At 3.7GHz that's roughly 3700 clock cycles per row. With something that low, I'd be really interested to see a breakdown of how many cycles were spent doing what.
This is really awesome, I'm going to give it a try in my latest project. Has there been any apps/sites with large amounts of i/o running this yet? Curious how reliable it is at this stage.
We've open sourced asyncpg just a couple of weeks ago, and right now it has a beta status. Not that we're aware of any bugs in it or plan to add a lot of new features. So I guess you should give it a try, carefully ;)
Python and nodejs applications are usually deployed in a multiprocess configuration (and Go apps without GOMAXPROCS). So in production, applications in all of those languages use all CPU cores.

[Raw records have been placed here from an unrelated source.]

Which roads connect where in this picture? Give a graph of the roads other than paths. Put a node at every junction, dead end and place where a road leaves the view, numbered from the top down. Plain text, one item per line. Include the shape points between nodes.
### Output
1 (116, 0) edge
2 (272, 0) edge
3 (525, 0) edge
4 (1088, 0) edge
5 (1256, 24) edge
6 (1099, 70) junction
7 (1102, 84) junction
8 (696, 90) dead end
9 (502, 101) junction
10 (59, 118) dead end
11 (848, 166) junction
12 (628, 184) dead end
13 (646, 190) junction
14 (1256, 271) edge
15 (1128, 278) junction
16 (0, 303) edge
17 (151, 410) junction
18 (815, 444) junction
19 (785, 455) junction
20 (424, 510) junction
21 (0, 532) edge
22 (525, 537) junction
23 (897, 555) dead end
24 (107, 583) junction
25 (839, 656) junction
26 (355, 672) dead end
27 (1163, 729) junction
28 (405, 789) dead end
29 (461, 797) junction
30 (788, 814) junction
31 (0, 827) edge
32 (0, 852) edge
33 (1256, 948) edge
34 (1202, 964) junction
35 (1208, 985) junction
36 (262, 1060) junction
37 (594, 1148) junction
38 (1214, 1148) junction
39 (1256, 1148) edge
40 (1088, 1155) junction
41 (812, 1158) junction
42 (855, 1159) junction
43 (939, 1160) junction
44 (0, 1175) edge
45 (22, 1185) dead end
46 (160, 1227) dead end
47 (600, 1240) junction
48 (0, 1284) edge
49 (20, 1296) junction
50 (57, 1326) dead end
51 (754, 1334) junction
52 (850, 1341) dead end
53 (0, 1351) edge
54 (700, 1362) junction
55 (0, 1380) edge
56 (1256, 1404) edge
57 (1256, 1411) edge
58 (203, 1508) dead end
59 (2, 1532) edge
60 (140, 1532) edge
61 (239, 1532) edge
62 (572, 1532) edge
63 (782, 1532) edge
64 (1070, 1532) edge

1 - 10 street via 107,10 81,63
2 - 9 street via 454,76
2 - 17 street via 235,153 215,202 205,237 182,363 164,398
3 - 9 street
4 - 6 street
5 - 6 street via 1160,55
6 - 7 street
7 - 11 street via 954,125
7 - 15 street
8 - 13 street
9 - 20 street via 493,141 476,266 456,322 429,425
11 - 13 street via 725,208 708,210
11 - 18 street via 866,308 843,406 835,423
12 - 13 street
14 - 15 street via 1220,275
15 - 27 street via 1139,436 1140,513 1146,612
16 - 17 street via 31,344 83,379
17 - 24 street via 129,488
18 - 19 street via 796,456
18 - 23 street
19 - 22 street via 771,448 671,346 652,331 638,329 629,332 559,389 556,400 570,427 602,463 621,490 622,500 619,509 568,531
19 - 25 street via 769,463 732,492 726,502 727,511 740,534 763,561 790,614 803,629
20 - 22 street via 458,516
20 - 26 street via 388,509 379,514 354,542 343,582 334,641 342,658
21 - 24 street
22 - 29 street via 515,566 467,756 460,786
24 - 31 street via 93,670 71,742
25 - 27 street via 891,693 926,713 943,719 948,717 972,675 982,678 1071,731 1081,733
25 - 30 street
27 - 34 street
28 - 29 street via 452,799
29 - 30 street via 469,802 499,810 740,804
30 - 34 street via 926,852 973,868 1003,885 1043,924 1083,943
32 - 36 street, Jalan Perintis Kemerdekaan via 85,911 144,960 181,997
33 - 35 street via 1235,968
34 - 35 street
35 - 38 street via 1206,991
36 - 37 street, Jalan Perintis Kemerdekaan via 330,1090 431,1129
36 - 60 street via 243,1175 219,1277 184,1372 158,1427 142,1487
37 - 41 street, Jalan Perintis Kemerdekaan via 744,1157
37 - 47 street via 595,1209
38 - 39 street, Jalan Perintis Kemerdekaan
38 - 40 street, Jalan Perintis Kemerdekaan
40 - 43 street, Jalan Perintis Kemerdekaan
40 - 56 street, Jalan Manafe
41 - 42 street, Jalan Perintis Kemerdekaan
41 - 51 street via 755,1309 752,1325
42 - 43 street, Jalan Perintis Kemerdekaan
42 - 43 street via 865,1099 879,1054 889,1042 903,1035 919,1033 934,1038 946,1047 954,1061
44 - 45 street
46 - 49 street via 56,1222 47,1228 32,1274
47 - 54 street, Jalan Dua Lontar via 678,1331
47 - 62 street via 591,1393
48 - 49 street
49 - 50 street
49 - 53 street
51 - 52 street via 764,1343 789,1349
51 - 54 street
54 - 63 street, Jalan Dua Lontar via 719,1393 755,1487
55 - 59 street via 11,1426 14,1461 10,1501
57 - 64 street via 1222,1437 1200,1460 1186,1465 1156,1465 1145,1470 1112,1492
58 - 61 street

For benchmarks, we didn't want to complicate things with multi-process setup, the idea was to compare the raw performance of all drivers.
They don't use the multiprocess module but most of them are deployed with something like uWSGI or Gunicorn, which spawns the worker processes and forwards requests to them and the responses back.
> asyncpg extensively uses PostgreSQL prepared statements. This is an important optimization feature, as it allows to avoid repeated parsing, analysis, and planning of queries. Additionally, asyncpg caches the data I/O pipeline for each prepared statement.
it would be great if psycopg2 did this, at least within the context of executemany(). You don't need async to use prepared statements. But even if they did this, it wouldn't be this amazing speed-everywhere kind of thing, just for when you do a bulk INSERT/UPDATE/DELETE. The prepared statement is linked to a cursor and a statement handle so it's not like you can have hundreds of these just queued up in a cache without a great deal of complexity.
The TL;DR; for my blog post you mention is that async itself usually has little to do with speed when talking to a database, because the database is typically on the same network as your application, you're using typically no more than a few dozen connections per process (postgresql uses a process per connection, so using thousands of connections isn't feasible anyway), so the overhead of async and especially Python 3's async IO slows things down considerably without offering any opportunity to regain that speed. The GIL doesn't block on IO so threads work just fine, and most applications are CRUD / transactional applications which means you can't spawn off several dozen queries within a transaction at the same time anyway, you need to wait for each one to complete serially regardless.
I'd be very wary of a new PG driver especially one that implements the wire protocol itself. pg8000 does this, and also does prepared statements, and while it doesn't have the speed approach here, it also has serious problems supporting all the features and datatypes that psycopg2 does. It's been around for years and reliably breaks on many Postgresql features (and Postgresql introduces new features like a firehose). Writing and maintaining a driver for Postgresql is not an easy task.
Prepared statements were used in all benchmarks where supported. Please don't dismiss the results so easily. The source of performance increases here is not the use of prepared statements, but efficient implementation of the binary type I/O and the protocol itself.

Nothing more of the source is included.